- _TASK GOAL_
Go through the entries below and work out how many lines include "Antônio"; give only that number.

---- DATA FOR PROCESSING

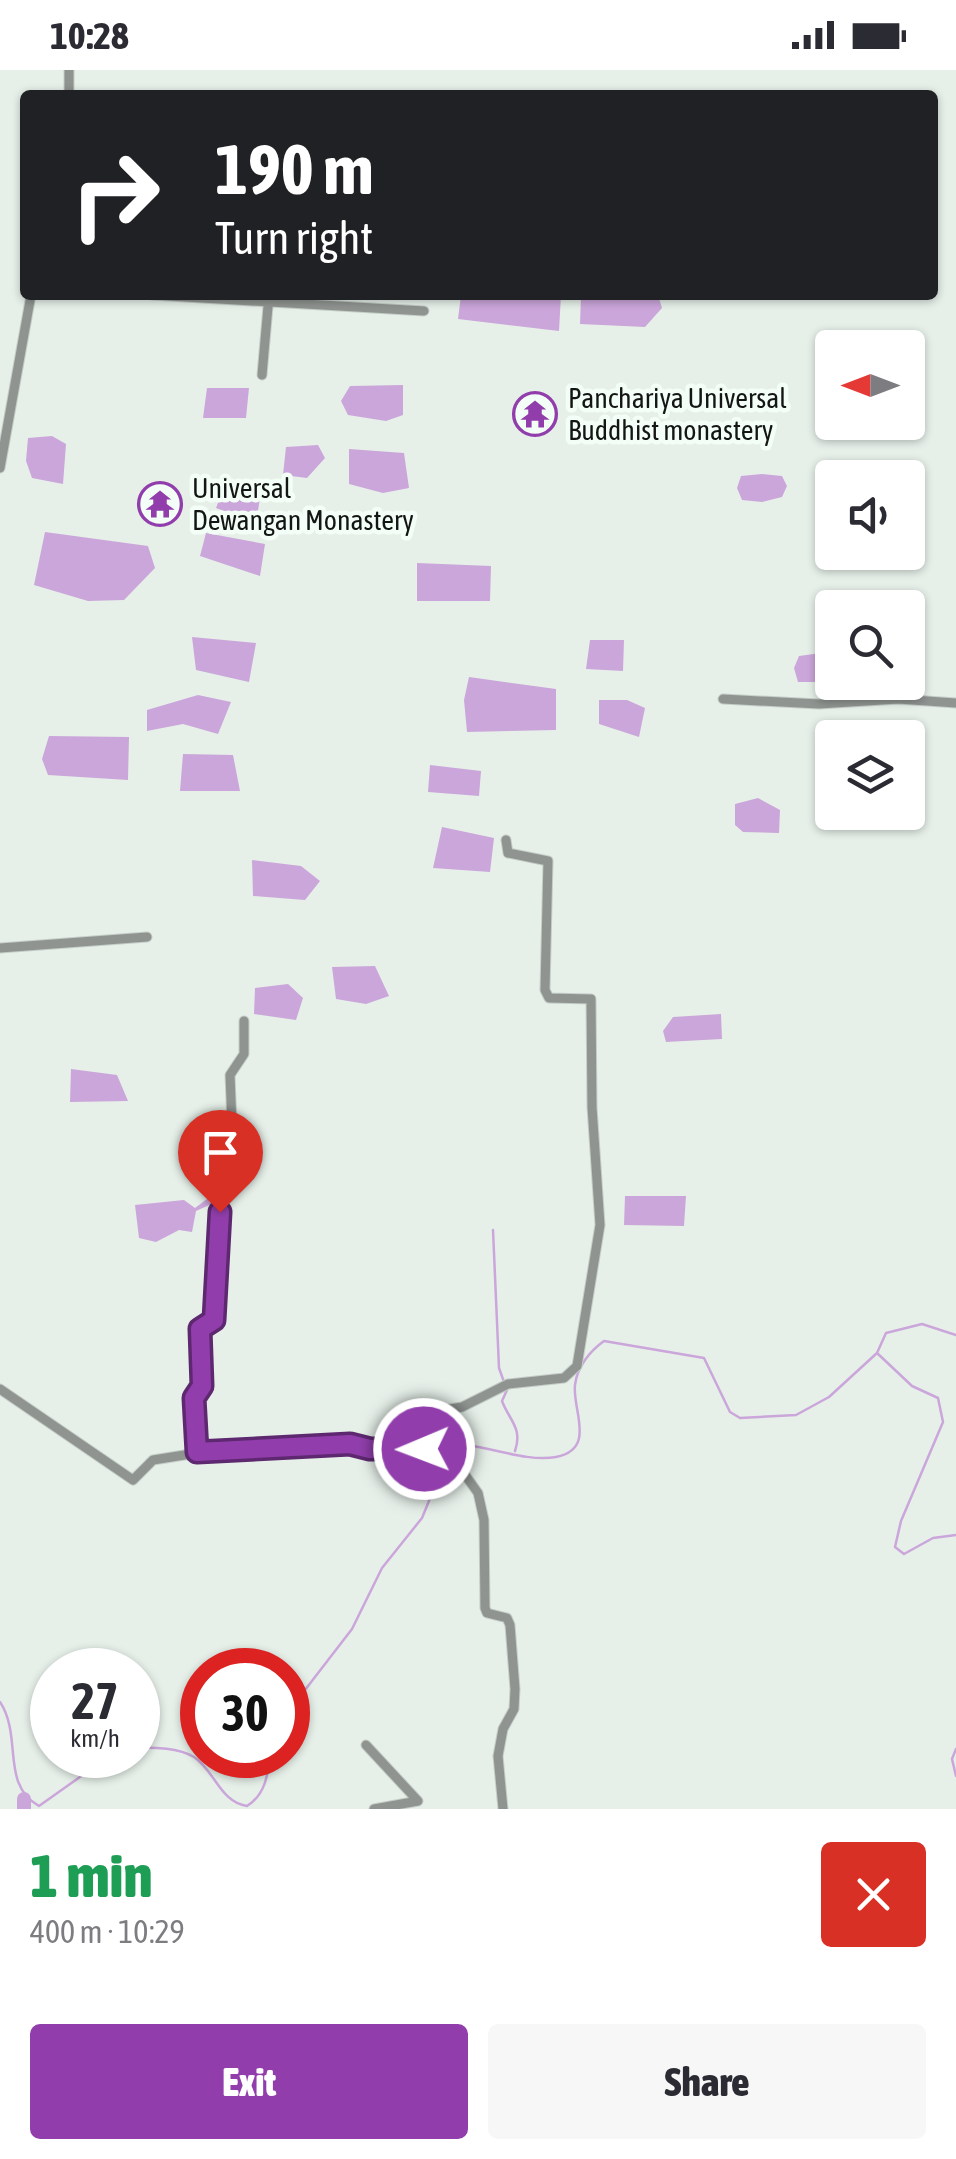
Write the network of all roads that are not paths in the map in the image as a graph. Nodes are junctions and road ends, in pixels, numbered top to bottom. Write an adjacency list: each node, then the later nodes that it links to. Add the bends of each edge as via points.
1 (30, 300): 6 (street)
2 (269, 300): 5 (street)
3 (302, 300): 4 (street)
4 (424, 311)
5 (262, 375)
6 (0, 468)
7 (723, 698): 8 (street)
8 (956, 703)
9 (506, 840): 14 (street, via 515,857 548,861 548,998 590,999 600,1194 594,1277 577,1366 564,1378 508,1384 427,1414)
10 (147, 937): 11 (street)
11 (0, 948)
12 (244, 1022): 15 (street, via 244,1054 230,1075 232,1150 220,1212 214,1320 200,1329)
13 (0, 1389): 15 (street, via 133,1480 153,1460)
14 (424, 1449): 15 (street, via 350,1444); 19 (street, via 439,1438 478,1492 485,1608 510,1625 516,1689 498,1756)
15 (197, 1452)
16 (366, 1746): 17 (street)
17 (419, 1805): 18 (street)
18 (374, 1809)
19 (503, 1809)

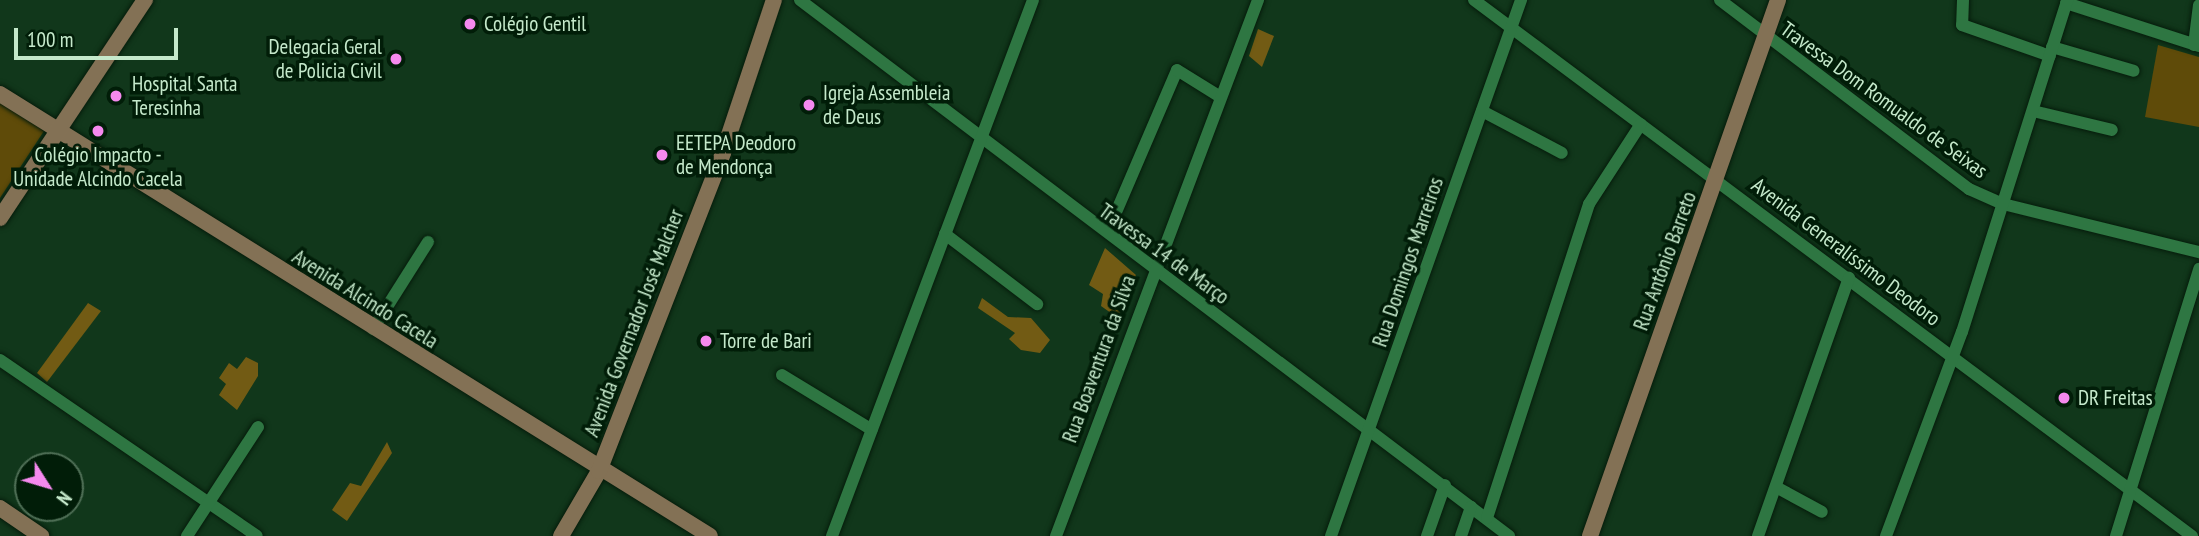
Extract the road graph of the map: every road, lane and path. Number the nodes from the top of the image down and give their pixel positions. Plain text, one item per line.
1 (145, 0) edge
2 (774, 0) edge
3 (800, 0) edge
4 (1033, 0) edge
5 (1258, 0) edge
6 (1474, 0) edge
7 (1521, 0) edge
8 (1720, 0) edge
9 (1778, 0) edge
10 (1963, 0) edge
11 (2066, 2) edge
12 (2199, 5) edge
13 (1511, 28) junction
14 (1765, 37) junction
15 (2196, 45) edge
16 (2051, 52) junction
17 (2134, 71) dead end
18 (0, 94) edge
19 (1219, 96) junction
20 (1482, 111) junction
21 (2033, 111) junction
22 (1642, 124) junction
23 (57, 130) junction
24 (2112, 130) dead end
25 (979, 140) junction
26 (1562, 153) dead end
27 (1717, 178) junction
28 (2003, 204) junction
29 (1117, 210) dead end
30 (0, 218) edge
31 (945, 233) junction
32 (428, 242) dead end
33 (2199, 251) edge
34 (2199, 269) edge
35 (1151, 270) junction
36 (1849, 278) junction
37 (1037, 304) dead end
38 (373, 329) junction
39 (1952, 358) junction
40 (0, 360) edge
41 (782, 375) dead end
42 (258, 427) dead end
43 (1371, 427) junction
44 (872, 430) junction
45 (599, 471) junction
46 (1445, 485) junction
47 (1776, 487) junction
48 (2133, 495) junction
49 (207, 503) junction
50 (1471, 507) junction
51 (0, 508) edge
52 (1822, 512) dead end
53 (1487, 519) junction
54 (41, 536) edge
55 (187, 536) edge
56 (257, 536) edge
57 (561, 536) edge
58 (710, 536) edge
59 (832, 536) edge
60 (1056, 536) edge
61 (1331, 536) edge
62 (1427, 536) edge
63 (1461, 536) edge
64 (1509, 536) edge
65 (1590, 536) edge
66 (1758, 536) edge
67 (1886, 536) edge
68 (2116, 536) edge
69 (2192, 536) edge

1 - 23 main road
2 - 45 main road, Avenida Governador José Malcher
3 - 25 street, Travessa 14 de Março
4 - 25 street
5 - 19 street, Rua Boaventura da Silva
6 - 13 street, Avenida Generalíssimo Deodoro
7 - 13 street, Rua Domingos Marreiros
8 - 14 street, Travessa Dom Romualdo de Seixas
9 - 14 main road, Rua Antônio Barreto
10 - 16 street
11 - 15 street
11 - 16 street
12 - 15 street
13 - 20 street, Rua Domingos Marreiros
13 - 22 street, Avenida Generalíssimo Deodoro
14 - 27 main road, Rua Antônio Barreto
14 - 28 street, Travessa Dom Romualdo de Seixas
16 - 17 street
16 - 21 street
18 - 23 main road, Avenida Alcindo Cacela
19 - 29 street
19 - 35 street, Rua Boaventura da Silva
20 - 26 street
20 - 43 street, Rua Domingos Marreiros
21 - 24 street
21 - 28 street
22 - 27 street, Avenida Generalíssimo Deodoro
22 - 53 street
23 - 30 main road
23 - 38 main road, Avenida Alcindo Cacela
25 - 31 street
25 - 35 street, Travessa 14 de Março
27 - 36 street, Avenida Generalíssimo Deodoro
27 - 65 main road, Rua Antônio Barreto
28 - 33 street, Travessa Dom Romualdo de Seixas
28 - 39 street
31 - 37 street
31 - 44 street
32 - 38 street
34 - 48 street
35 - 43 street, Travessa 14 de Março
35 - 60 street, Rua Boaventura da Silva
36 - 39 street, Avenida Generalíssimo Deodoro
36 - 47 street
38 - 45 main road, Avenida Alcindo Cacela
39 - 48 street, Avenida Generalíssimo Deodoro
39 - 67 street
40 - 49 street
41 - 44 street
42 - 49 street
43 - 46 street, Travessa 14 de Março
43 - 61 street, Rua Domingos Marreiros
44 - 59 street
45 - 57 main road, Avenida Governador José Malcher
45 - 58 main road, Avenida Alcindo Cacela
46 - 50 street, Travessa 14 de Março
46 - 62 street
47 - 52 street
47 - 66 street
48 - 68 street
48 - 69 street, Avenida Generalíssimo Deodoro
49 - 55 street
49 - 56 street
50 - 53 street, Travessa 14 de Março
50 - 63 street
51 - 54 main road
53 - 64 street, Travessa 14 de Março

--------

- _YOUR RESPONSE_
3